Source data Start Marker

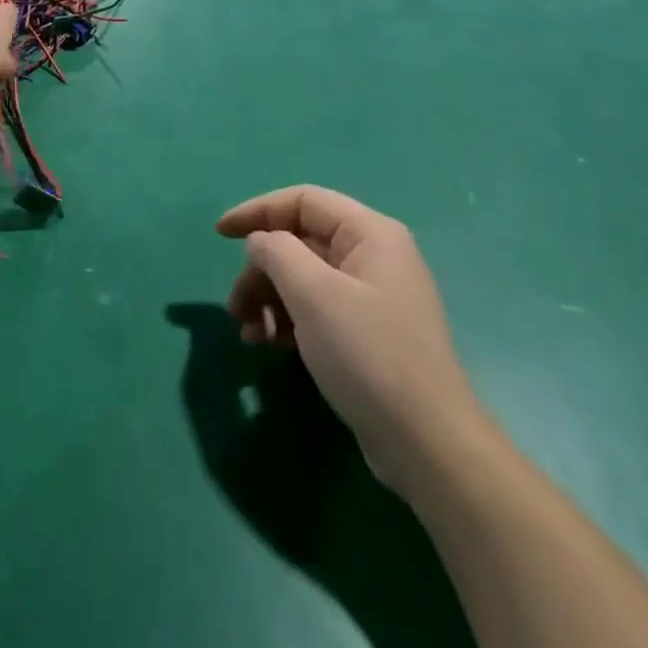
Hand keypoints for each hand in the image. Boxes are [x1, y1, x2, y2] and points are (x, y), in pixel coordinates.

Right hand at [218, 186, 489, 497]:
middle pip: (300, 242)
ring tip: (249, 334)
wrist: (428, 446)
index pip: (302, 201)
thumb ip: (276, 252)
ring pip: (304, 278)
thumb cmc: (367, 355)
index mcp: (369, 234)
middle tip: (235, 306)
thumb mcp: (313, 294)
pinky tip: (270, 346)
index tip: (220, 234)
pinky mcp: (367, 333)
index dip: (257, 211)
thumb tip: (260, 242)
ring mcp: (372, 297)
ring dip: (269, 299)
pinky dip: (288, 321)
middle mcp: (373, 256)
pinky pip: (316, 309)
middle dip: (261, 270)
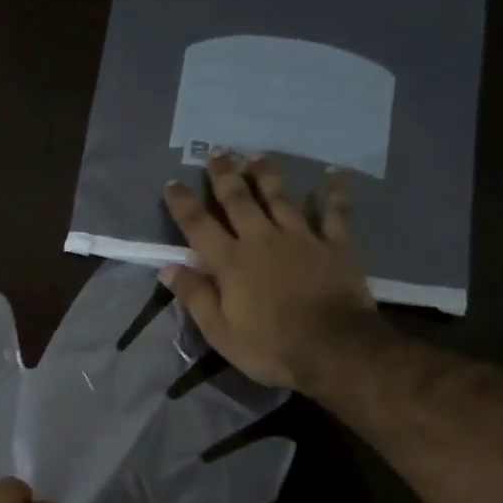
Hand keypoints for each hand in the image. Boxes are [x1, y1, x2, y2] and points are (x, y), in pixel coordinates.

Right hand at [161, 152, 376, 389]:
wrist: (334, 349)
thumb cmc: (271, 347)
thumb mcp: (221, 332)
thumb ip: (195, 297)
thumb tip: (168, 268)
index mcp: (231, 262)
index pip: (199, 226)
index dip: (183, 203)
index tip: (172, 183)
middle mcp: (262, 239)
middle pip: (239, 201)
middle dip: (225, 175)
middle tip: (218, 152)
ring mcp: (301, 238)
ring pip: (280, 198)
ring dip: (267, 175)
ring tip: (257, 156)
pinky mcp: (335, 245)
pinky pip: (335, 212)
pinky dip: (333, 192)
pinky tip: (333, 173)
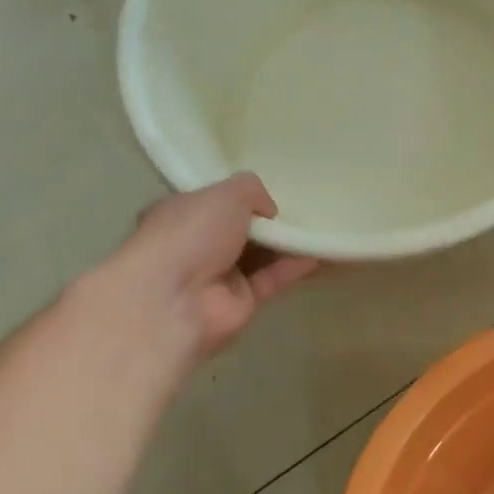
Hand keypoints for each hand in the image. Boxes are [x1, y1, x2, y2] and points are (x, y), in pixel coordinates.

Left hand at [111, 174, 319, 361]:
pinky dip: (296, 266)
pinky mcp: (242, 303)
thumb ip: (252, 190)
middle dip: (268, 221)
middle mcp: (196, 245)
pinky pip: (274, 279)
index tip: (272, 190)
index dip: (240, 196)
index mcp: (179, 214)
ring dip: (287, 244)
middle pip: (240, 230)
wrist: (173, 300)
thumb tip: (269, 210)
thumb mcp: (224, 193)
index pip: (212, 202)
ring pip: (260, 256)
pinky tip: (320, 252)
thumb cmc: (190, 234)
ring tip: (320, 227)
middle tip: (304, 207)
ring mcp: (219, 277)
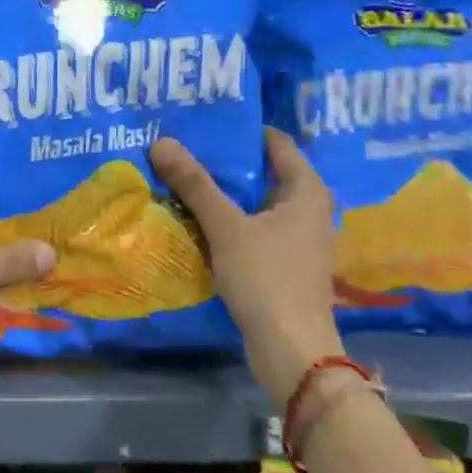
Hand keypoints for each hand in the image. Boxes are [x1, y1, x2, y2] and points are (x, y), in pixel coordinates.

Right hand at [152, 129, 341, 408]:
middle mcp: (309, 208)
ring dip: (224, 194)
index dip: (241, 130)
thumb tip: (162, 142)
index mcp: (307, 190)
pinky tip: (197, 220)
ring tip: (183, 178)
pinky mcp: (285, 263)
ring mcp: (299, 238)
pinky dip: (229, 221)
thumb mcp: (226, 227)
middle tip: (184, 147)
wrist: (291, 349)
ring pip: (256, 203)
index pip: (276, 143)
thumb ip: (195, 185)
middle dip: (226, 162)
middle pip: (264, 172)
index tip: (204, 122)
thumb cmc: (266, 278)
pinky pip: (254, 228)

Source data End Marker

Search the entries for the word "Right". Copy every line where it occurs.

**Response below:**
Right hand at [218, 186, 489, 497]:
Right hand at [161, 152, 376, 389]:
Right hand at [152, 129, 341, 408]:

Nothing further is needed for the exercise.